Student accommodation

Last weekend we were in Portsmouth – summer in Pompey is always busy with visitors and by chance we chose the weekend the students were graduating so the city was bursting at its seams. We found reasonably priced accommodation in student halls of residence – which was sort of funny since the students were saying goodbye to their alma mater.

The hall was very close to the station, literally a less than five-minute walk. We were on the tenth floor and we eventually found and accessed our room (there are no keys, it’s all done on cards now) This was a room for a single person, a bedsit really. It was on a short corridor of similar rooms, and at the end was a fairly large sitting/dining/cooking room where people could socialise.

The room was small, especially for a 6’6½” husband and a chunky me; there was an en-suite (quite small but spotless and modern with a good shower) wardrobes and cupboards, a desk, a chair, a ¾ sized bed, blinds, two windows, only one of which opened, and only opened an inch, and a fabulous view looking south across the city and across the Solent to Gosport and beyond. It was a very small room to be honest, but it was modern, clean, comfortable and with stunning views (although facing south during this gorgeous blazing summer did make it rather hot!)

I couldn’t help think back to my first student accommodation – we had to find our own, and a friend and I shared what had been an attic at the top of a Victorian villa in south Manchester. Light came through a sky-light, we had a small Baby Belling (an electric ring with a tiny oven beneath) rackety iron bedsteads with thin mattresses, a wobbly table, two chairs and a chest of drawers. We shared it with mice, and the bathroom was two floors down and we shared it with the other anonymous tenants. We thought we were lucky because there was always hot water and free electricity – as we only had a single light and the Baby Belling, it wouldn’t have cost much. The shared hallway and stairs were always filthy and covered with that gritty grey fluff; there’s a particular smell to those sort of places – and I guess we were fortunate that other people didn’t cook smelly things. I know there was a Portuguese family living in one room… I shudder to remember it – and shudder more to think there are still families now who have to live in such accommodation.

I’m not sure we wold choose that accommodation again – I might if I were on my own, but it was too much of a squash for two of us!


      1. Lois

        We didn’t even think about it then – it was just the way it was. Plenty of people didn’t even have bathrooms and inside toilets when I went to college… heck… that makes me sound very old…

        Liked by 1 person

      2. Lois

        We were lucky, we were in a modern flat which did have an inside toilet and bathroom, but my grandma didn’t… kids these days would be amazed and horrified – well, my ids would! And as for toilet paper…

        Liked by 1 person

      3. Rosie Scribblah

        Squares of newspaper threaded onto a loop of string with a bodkin or Izal (sandpaper I called it) if there was a tiny bit of cash left at the end of the week. I preferred newspaper.
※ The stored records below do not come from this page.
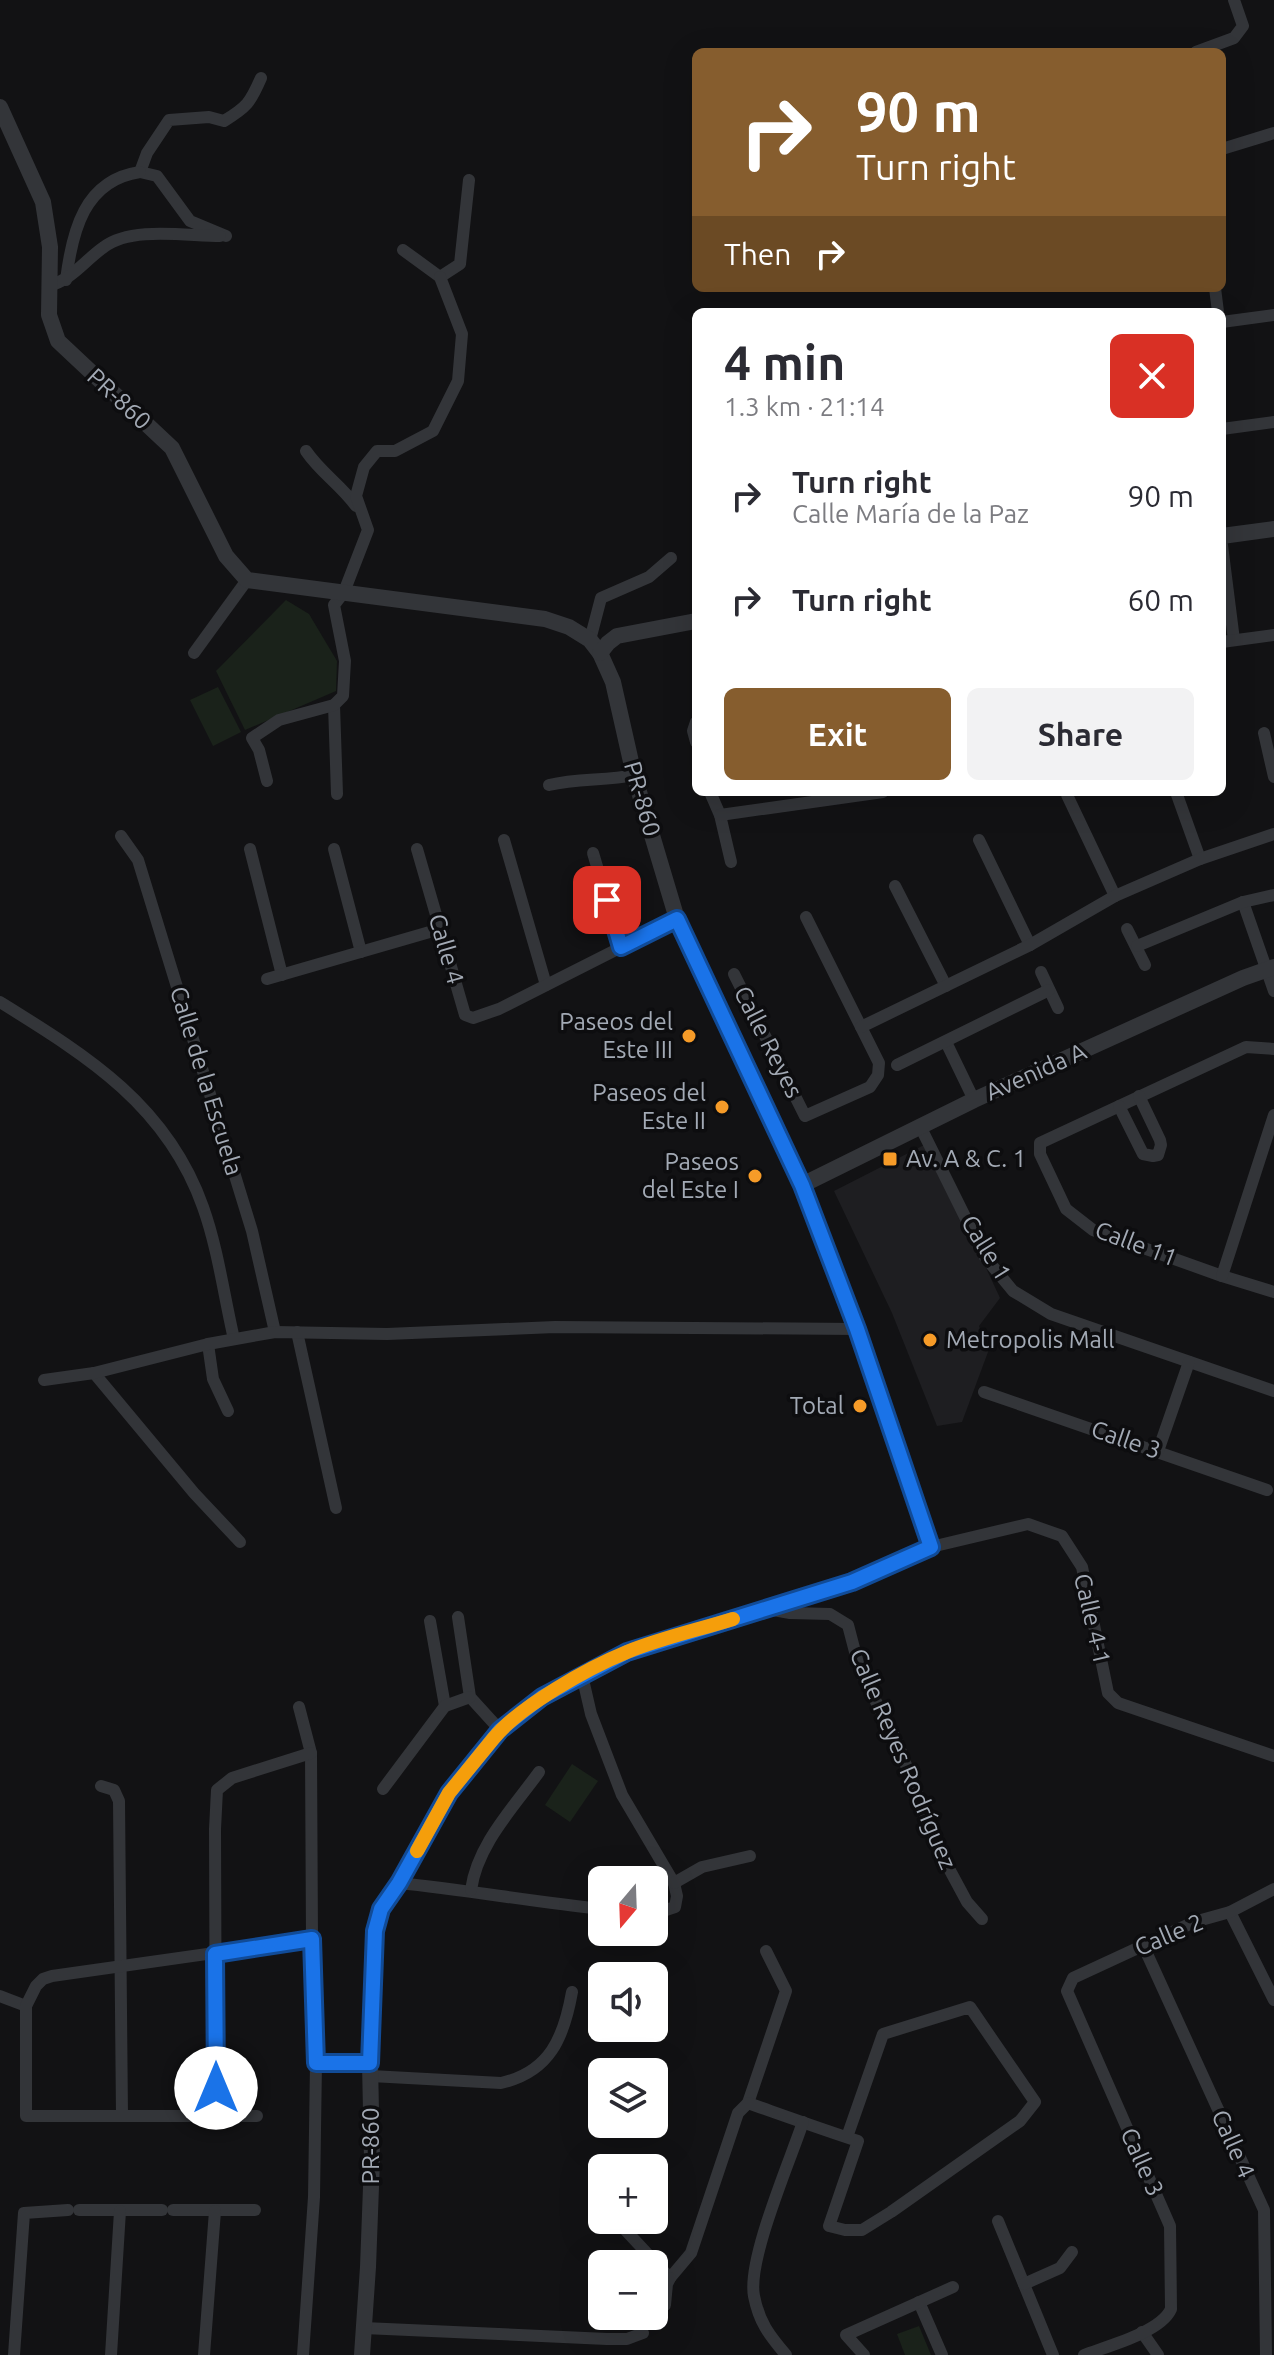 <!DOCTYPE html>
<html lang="en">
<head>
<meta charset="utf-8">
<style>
  :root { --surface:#fff; --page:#f2f2f3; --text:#2b2b33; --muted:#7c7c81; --accent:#865d2e }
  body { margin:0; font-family:Ubuntu,sans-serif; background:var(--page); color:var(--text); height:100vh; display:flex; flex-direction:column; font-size:30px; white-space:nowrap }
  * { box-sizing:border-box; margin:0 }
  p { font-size:26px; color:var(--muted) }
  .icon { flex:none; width:44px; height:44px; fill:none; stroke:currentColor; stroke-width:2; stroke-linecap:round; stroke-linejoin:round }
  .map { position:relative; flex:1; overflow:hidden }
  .sheet { position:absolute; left:692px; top:308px; width:534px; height:488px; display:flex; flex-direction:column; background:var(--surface); border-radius:12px; box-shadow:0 8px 32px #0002 }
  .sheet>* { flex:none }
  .banner { position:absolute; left:692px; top:48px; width:534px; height:244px; border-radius:12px; box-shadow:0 8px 32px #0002; background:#865d2e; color:#fff; overflow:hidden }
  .needle { width:52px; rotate:199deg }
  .tools { position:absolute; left:588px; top:1866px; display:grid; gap:16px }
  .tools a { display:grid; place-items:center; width:80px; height:80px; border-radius:12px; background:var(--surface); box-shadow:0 8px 32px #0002; font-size:40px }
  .pin { position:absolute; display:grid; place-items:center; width:68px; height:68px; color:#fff; margin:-34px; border-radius:16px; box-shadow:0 4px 12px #0006 }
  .me { position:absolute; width:88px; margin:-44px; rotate:0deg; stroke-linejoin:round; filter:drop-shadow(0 0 6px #0008) }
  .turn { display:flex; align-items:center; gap:28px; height:168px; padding:0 32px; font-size:36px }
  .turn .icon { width:104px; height:104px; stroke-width:2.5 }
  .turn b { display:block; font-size:56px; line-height:68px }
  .then { display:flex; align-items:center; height:76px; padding:0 32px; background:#0003; gap:16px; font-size:30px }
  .round { display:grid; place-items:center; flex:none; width:84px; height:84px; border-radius:12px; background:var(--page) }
  .head { display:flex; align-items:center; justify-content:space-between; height:136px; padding:0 32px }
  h1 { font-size:48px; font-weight:700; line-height:60px }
  .button { display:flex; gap:16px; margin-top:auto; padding:16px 32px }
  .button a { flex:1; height:92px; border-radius:12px; background:var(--accent); color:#fff; font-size:32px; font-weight:700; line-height:92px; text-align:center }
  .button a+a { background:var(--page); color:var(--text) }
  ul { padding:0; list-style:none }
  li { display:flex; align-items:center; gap:24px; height:104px; padding:0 32px }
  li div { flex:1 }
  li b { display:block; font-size:30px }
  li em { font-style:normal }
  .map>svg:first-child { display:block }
  .built { fill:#1e1e21 }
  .green { fill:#1a221a }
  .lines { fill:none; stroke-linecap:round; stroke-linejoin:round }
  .minor { stroke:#333539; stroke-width:12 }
  .tertiary { stroke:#333539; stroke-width:16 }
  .route-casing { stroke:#114b97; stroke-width:20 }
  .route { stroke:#1a73e8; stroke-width:14 }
  .slow { stroke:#f59e0b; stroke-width:14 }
  .poi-dot { fill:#f69b28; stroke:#0d0d0f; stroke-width:3 }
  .labels { text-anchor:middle; stroke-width:7; stroke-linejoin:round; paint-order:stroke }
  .street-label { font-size:24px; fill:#a3aab5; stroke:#0d0d0f }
  .poi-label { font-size:24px; fill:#a3aab5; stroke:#0d0d0f; text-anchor:end }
</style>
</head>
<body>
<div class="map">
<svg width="1274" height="2355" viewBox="0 0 1274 2355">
  <rect width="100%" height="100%" fill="#121214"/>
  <!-- built -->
  <path class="built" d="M928 1143 1000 1298 979 1326 988 1352 962 1422 937 1426 892 1313 834 1191Z"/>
  <!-- green -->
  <g class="green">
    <path d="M286 600 309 614 337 661 336 691 245 730 216 671Z"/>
    <path d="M218 687 241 732 213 746 190 700Z"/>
    <path d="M572 1764 598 1781 570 1822 545 1805Z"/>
    <path d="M919 2326 931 2355H905L897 2334Z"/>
  </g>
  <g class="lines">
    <!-- minor -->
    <g class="minor">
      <path d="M1196 52 1234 38 1243 26 1234 0"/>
      <path d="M1222 149 1274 133"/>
      <path d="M226 236 190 221 157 176 140 172 147 153 169 120 209 117 224 121C247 107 250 103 261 78"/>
      <path d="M403 250 440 277"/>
      <path d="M440 277 460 264 469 180"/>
      <path d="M66 280C72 232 84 180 140 172"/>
      <path d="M48 286C72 280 84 261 104 247 131 226 187 236 220 236"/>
      <path d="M1215 288 1218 312"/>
      <path d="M1222 322 1274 315"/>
      <path d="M1222 429 1274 422"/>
      <path d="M306 451C321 473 340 484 356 506"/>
      <path d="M1222 545 1234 640"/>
      <path d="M590 640 601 598 649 577 671 558"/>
      <path d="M1222 642 1274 635"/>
      <path d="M194 653 247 580"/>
      <path d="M334 705 337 794"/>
      <path d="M696 722 693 731 696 742"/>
      <path d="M1264 733 1274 777"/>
      <path d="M267 781 259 750 252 738 279 720 334 705 343 696 345 661 334 605 344 592 368 530 356 496 364 467 377 451H395L433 431 458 381 462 334 440 277"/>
      <path d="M549 785C578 778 606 781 634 775"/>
      <path d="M710 792 720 815 731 862"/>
      <path d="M1176 792 1200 859"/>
      <path d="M1067 795 1115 896"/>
      <path d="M720 815 883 792"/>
      <path d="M121 836 138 860 252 1231 275 1332"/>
      <path d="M504 840 546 985"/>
      <path d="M979 840 1030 945"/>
      <path d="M250 849 282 975"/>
      <path d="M334 849 361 952"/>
      <path d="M417 849 465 1015 473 1018 499 1009 677 919"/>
      <path d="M593 853 621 947"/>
      <path d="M895 886 946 986"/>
      <path d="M1243 902 1274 991"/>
      <path d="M1127 929 1145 965"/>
      <path d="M1137 946 1243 902 1274 895"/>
      <path d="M1041 972 1058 1008"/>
      <path d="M734 974 805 1116 870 1087 878 1075 879 1063 806 917"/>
      <path d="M267 979 440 929"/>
      <path d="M0 1002C87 1056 167 1105 203 1207 218 1249 224 1296 234 1339"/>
      <path d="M861 1027 1030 945 1115 896 1200 859 1274 834"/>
      <path d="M946 1042 974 1100"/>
      <path d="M1274 1049 1246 1047 1040 1143V1154L1066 1209 1093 1230 1222 1276 1274 1292"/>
      <path d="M897 1065 1049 990"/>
      <path d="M1119 1106 1143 1154 1153 1156 1158 1155 1161 1145 1160 1140 1139 1096"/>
      <path d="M920 1126 985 1257 1013 1291 1051 1314 1274 1391"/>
      <path d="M1222 1276 1274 1115"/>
      <path d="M297 1332 336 1508"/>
      <path d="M208 1344 213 1379 228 1411"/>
      <path d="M94 1373 194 1493 240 1542"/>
      <path d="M44 1380 94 1373 208 1344 275 1332 387 1334 555 1327 857 1329"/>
      <path d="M984 1392 1267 1490"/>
      <path d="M1158 1451 1189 1362"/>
      <path d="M931 1547 1028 1524 1062 1536 1082 1567 1108 1693 1118 1703 1274 1756"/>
      <path d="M768 1609 790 1613 830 1614 848 1625 860 1671 897 1742 939 1850 967 1902 982 1919"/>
      <path d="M458 1617 470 1697 500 1730"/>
      <path d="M430 1621 445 1706"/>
      <path d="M582 1675 591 1714 622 1795 674 1883 677 1896 675 1907 654 1914"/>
      <path d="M299 1707 311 1753 312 1939 316 2063 314 2197 303 2355"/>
      <path d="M101 1786 114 1790 119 1801 122 2116"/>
      <path d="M383 1789 445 1706 470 1697"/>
      <path d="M399 1883C467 1890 534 1902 602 1909"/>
      <path d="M674 1883 702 1867 750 1856"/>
      <path d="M471 1890C477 1845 513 1808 539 1772"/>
      <path d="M1230 1912 1274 2000"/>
      <path d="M1143 1945 1264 2210 1266 2355"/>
      <path d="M0 1996 26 2006"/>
      <path d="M316 2063H370"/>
      <path d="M371 2076 501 2083C550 2072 564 2037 572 1992"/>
      <path d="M748 2103 786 1991 766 1951"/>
      <path d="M216 2115 215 1829 217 1790 232 1778 311 1753"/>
      <path d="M257 2116H26V2006L36 1986 43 1979 52 1976 312 1939"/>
      <path d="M79 2210H162"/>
      <path d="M173 2210H255"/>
      <path d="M616 2220 670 2278 691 2253 738 2113 748 2103C785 2116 821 2129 858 2141L829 2226 845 2230H862L891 2212 1020 2121 1035 2102 970 2007 883 2034 847 2137"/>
      <path d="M998 2221 1053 2355"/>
      <path d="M1024 2284 1060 2268 1072 2252"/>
      <path d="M919 2302 942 2355"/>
      <path d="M665 2305 667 2284 670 2278"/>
      <path d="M364 2328 607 2339H627L643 2333"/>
      <path d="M1142 2332 1158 2355"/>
      <path d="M14 2355 24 2213 68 2210"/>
      <path d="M111 2355 120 2211"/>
      <path d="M204 2355 215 2211"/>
      <path d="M786 2355C769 2335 759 2322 754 2296 747 2260 790 2161 803 2122"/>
      <path d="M864 2355 846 2335 953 2287"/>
      <path d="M1084 2355C1108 2346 1161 2332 1171 2309L1170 2226 1067 1991 1073 1978 1194 1922 1230 1912 1274 1889"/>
    </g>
    <!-- tertiary -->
    <g class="tertiary">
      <path d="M0 107 43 202 50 247 49 315 58 341 172 448 226 556 247 580 545 619 569 627 590 640 600 653 613 682 634 775 677 919 802 1185 857 1329 931 1547 852 1582 627 1652 542 1697 500 1730 449 1793 399 1883 381 1909 375 1931 370 2063 372 2160 368 2267 362 2355"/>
      <path d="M1222 536 1274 529"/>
      <path d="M600 653 608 643 617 636 696 621"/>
      <path d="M802 1185 974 1100 1243 978 1274 967"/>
    </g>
  </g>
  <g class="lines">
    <!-- route casing -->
    <g class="route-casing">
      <path id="route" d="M216 2088 215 1954 312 1939 316 2063H370L375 1931 381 1909 399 1883 449 1793 500 1730 542 1697 627 1652 852 1582 931 1547 857 1329 802 1185 677 919 621 947 607 900"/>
    </g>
    <!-- route -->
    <use href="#route" class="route"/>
    <!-- slow -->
    <path class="slow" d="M417 1851 449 1793 493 1739C520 1706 588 1668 627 1652 661 1638 698 1630 733 1619"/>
  </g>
  <!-- markers -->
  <g class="poi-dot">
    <circle cx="689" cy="1036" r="8"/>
    <circle cx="722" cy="1107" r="8"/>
    <rect x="882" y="1151" width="16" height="16" rx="4"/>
    <circle cx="755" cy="1176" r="8"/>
    <circle cx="930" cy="1340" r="8"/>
    <circle cx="860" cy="1406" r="8"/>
  </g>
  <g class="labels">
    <!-- street labels -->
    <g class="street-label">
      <text transform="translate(119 399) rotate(43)" y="8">PR-860</text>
      <text transform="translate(642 799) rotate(74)" y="8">PR-860</text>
      <text transform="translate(446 949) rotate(74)" y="8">Calle 4</text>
      <text transform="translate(768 1042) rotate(63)" y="8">Calle Reyes</text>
      <text transform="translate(1036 1072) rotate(-24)" y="8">Avenida A</text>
      <text transform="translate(206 1081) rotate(73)" y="8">Calle de la Escuela</text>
      <text transform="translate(1136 1244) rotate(21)" y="8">Calle 11</text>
      <text transform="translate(986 1248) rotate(58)" y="8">Calle 1</text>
      <text transform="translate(1126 1440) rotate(19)" y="8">Calle 3</text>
      <text transform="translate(1092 1619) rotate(77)" y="8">Calle 4-1</text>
      <text transform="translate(903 1759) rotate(67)" y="8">Calle Reyes Rodríguez</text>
      <text transform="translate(1169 1935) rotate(-23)" y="8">Calle 2</text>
      <text transform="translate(1233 2144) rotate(66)" y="8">Calle 4</text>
      <text transform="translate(371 2146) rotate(-90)" y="8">PR-860</text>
      <text transform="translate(1142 2162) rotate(66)" y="8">Calle 3</text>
    </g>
    <!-- poi labels -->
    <g class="poi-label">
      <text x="673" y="1030">Paseos del<tspan x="673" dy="28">Este III</tspan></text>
      <text x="706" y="1101">Paseos del<tspan x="706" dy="28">Este II</tspan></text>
      <text x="906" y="1167" text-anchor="start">Av. A &amp; C. 1</text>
      <text x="739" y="1170">Paseos<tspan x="739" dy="28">del Este I</tspan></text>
      <text x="946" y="1348" text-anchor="start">Metropolis Mall</text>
      <text x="844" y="1414">Total</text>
    </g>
  </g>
</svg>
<div class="tools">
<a><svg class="needle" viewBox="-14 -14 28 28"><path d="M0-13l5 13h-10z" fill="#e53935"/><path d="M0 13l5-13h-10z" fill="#7c7c81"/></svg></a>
<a><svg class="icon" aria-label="sound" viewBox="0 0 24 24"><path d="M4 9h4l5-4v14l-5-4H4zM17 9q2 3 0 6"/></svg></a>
<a><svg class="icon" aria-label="layers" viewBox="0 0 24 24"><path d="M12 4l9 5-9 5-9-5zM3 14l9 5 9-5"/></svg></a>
<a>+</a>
<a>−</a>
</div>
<div class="pin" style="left:607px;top:900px;background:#d93025"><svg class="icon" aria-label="arrive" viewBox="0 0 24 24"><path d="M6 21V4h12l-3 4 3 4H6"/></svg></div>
<svg class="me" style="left:216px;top:2088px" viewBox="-20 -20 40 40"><circle r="19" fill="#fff"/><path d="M0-13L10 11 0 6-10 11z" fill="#1a73e8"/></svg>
<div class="banner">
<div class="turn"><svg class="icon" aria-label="right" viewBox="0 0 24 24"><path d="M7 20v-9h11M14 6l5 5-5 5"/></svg><div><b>90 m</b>Turn right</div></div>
<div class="then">Then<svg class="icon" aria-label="right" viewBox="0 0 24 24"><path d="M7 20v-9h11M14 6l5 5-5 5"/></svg></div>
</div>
<section class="sheet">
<div class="head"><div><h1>4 min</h1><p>1.3 km · 21:14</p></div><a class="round" style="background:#d93025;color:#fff"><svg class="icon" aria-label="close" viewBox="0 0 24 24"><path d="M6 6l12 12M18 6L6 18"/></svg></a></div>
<ul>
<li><svg class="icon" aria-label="right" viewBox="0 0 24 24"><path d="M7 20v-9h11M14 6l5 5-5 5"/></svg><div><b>Turn right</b><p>Calle María de la Paz</p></div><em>90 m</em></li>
<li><svg class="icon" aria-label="right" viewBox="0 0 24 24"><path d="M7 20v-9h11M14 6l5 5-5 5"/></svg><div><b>Turn right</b></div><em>60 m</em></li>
</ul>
<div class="button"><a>Exit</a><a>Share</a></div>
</section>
</div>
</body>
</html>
Our Mam was expert at’ Waste Not, Want Not’. I still am, but I draw the line at newspaper in the toilet though.

        Liked by 1 person

      4. Lois

        ..and sometimes careless threading led to all the paper pulled off and ending up on the floor.. or sometimes there was an interesting something written on the small square, but the rest of the story was missing! Maybe this is why I write mysteries… trying to find the missing square!